- S. Africa's biggest food maker says consumers under pressure
- Company plans to pass some cost increases on to consumers
Tiger Brands Ltd. fell the most in more than a month, wiping out this year’s gains, after the largest South African food producer said higher grain prices and slowing consumer demand is weighing on profit.
The warning from the Johannesburg-based maker of Albany bread and Black Cat peanut butter comes as a drought causes the price of key South African staples such as white corn to more than double since the beginning of last year, and wheat to rise 18 percent. These increases have been exacerbated by a 28 percent plunge of the rand’s value against the dollar over the period, fueling the price of imports in a country where more than one in four is unemployed.

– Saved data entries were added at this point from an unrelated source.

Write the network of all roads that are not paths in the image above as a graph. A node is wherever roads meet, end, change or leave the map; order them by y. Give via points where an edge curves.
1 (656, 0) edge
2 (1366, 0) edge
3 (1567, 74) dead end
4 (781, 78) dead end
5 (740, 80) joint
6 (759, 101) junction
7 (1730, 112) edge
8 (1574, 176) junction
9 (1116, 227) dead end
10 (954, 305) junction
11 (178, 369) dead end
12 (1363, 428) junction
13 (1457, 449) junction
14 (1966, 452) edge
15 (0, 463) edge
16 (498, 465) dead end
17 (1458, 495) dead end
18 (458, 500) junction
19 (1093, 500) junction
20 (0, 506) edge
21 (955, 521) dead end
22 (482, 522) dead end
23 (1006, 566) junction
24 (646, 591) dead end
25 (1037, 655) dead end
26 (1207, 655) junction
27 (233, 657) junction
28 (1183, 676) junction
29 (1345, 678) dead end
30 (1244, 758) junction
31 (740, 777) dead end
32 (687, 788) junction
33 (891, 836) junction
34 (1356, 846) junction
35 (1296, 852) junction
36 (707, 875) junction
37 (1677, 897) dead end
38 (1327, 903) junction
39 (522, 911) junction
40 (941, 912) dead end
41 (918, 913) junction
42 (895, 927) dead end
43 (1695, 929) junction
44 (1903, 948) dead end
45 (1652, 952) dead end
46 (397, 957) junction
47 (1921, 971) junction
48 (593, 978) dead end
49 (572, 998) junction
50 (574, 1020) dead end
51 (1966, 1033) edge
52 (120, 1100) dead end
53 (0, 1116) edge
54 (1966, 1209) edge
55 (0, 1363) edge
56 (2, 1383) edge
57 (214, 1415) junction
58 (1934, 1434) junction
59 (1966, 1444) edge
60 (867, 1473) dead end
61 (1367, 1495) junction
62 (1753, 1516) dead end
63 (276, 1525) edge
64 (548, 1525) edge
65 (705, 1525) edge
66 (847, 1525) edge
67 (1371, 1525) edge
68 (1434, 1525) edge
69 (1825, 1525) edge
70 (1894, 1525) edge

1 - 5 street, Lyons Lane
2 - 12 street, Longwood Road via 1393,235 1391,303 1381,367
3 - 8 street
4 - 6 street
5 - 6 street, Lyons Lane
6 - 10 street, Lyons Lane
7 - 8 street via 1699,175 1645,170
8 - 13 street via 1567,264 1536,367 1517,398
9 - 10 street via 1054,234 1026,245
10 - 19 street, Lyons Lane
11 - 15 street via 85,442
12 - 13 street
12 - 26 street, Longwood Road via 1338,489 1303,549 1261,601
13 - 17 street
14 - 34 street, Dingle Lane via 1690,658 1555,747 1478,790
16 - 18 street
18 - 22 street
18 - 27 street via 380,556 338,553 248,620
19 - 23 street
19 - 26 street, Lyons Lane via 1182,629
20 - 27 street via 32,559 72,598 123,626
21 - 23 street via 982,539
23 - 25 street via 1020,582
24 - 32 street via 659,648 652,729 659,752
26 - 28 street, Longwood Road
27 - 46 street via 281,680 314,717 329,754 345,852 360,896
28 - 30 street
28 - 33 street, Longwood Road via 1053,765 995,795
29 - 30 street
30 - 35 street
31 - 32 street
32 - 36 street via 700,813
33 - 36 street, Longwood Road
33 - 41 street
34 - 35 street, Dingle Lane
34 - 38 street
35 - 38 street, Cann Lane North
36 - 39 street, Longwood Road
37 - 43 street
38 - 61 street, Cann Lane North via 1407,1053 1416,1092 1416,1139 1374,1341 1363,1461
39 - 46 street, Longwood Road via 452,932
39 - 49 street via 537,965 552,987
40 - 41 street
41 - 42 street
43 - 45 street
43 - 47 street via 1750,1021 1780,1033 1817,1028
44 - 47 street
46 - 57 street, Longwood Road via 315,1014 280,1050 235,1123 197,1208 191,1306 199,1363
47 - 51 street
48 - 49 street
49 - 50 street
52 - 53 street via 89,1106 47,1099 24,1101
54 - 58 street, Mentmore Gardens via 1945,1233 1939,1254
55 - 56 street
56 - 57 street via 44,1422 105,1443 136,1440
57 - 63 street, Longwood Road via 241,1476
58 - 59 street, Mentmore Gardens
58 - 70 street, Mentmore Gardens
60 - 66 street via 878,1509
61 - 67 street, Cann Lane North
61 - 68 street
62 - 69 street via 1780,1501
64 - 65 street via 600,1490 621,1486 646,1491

“With consumers under considerable financial pressure, the impact of the depreciating rand and rising soft commodity prices was only partially offset by price increases,” Tiger Brands said in a statement on Tuesday. The company achieved sales growth of 7 percent during the four months to end-January, compared with the year-earlier period, it said.
The stock dropped 5.7 percent to 300 rand by the 5 p.m. close for a decline this year of 5.2 percent. The securities lost 14 percent in 2015.
The company will pass on some cost increases to consumers, Noel Doyle, Tiger Brands’ acting chief executive officer, said during a conference call. It expects inflation to accelerate in the second half of the year, he said.
“We’re going to do a particular delicate balancing act over the next six to eight months,” he said. “If we stuck to market share at all costs, that cost could be very significant.”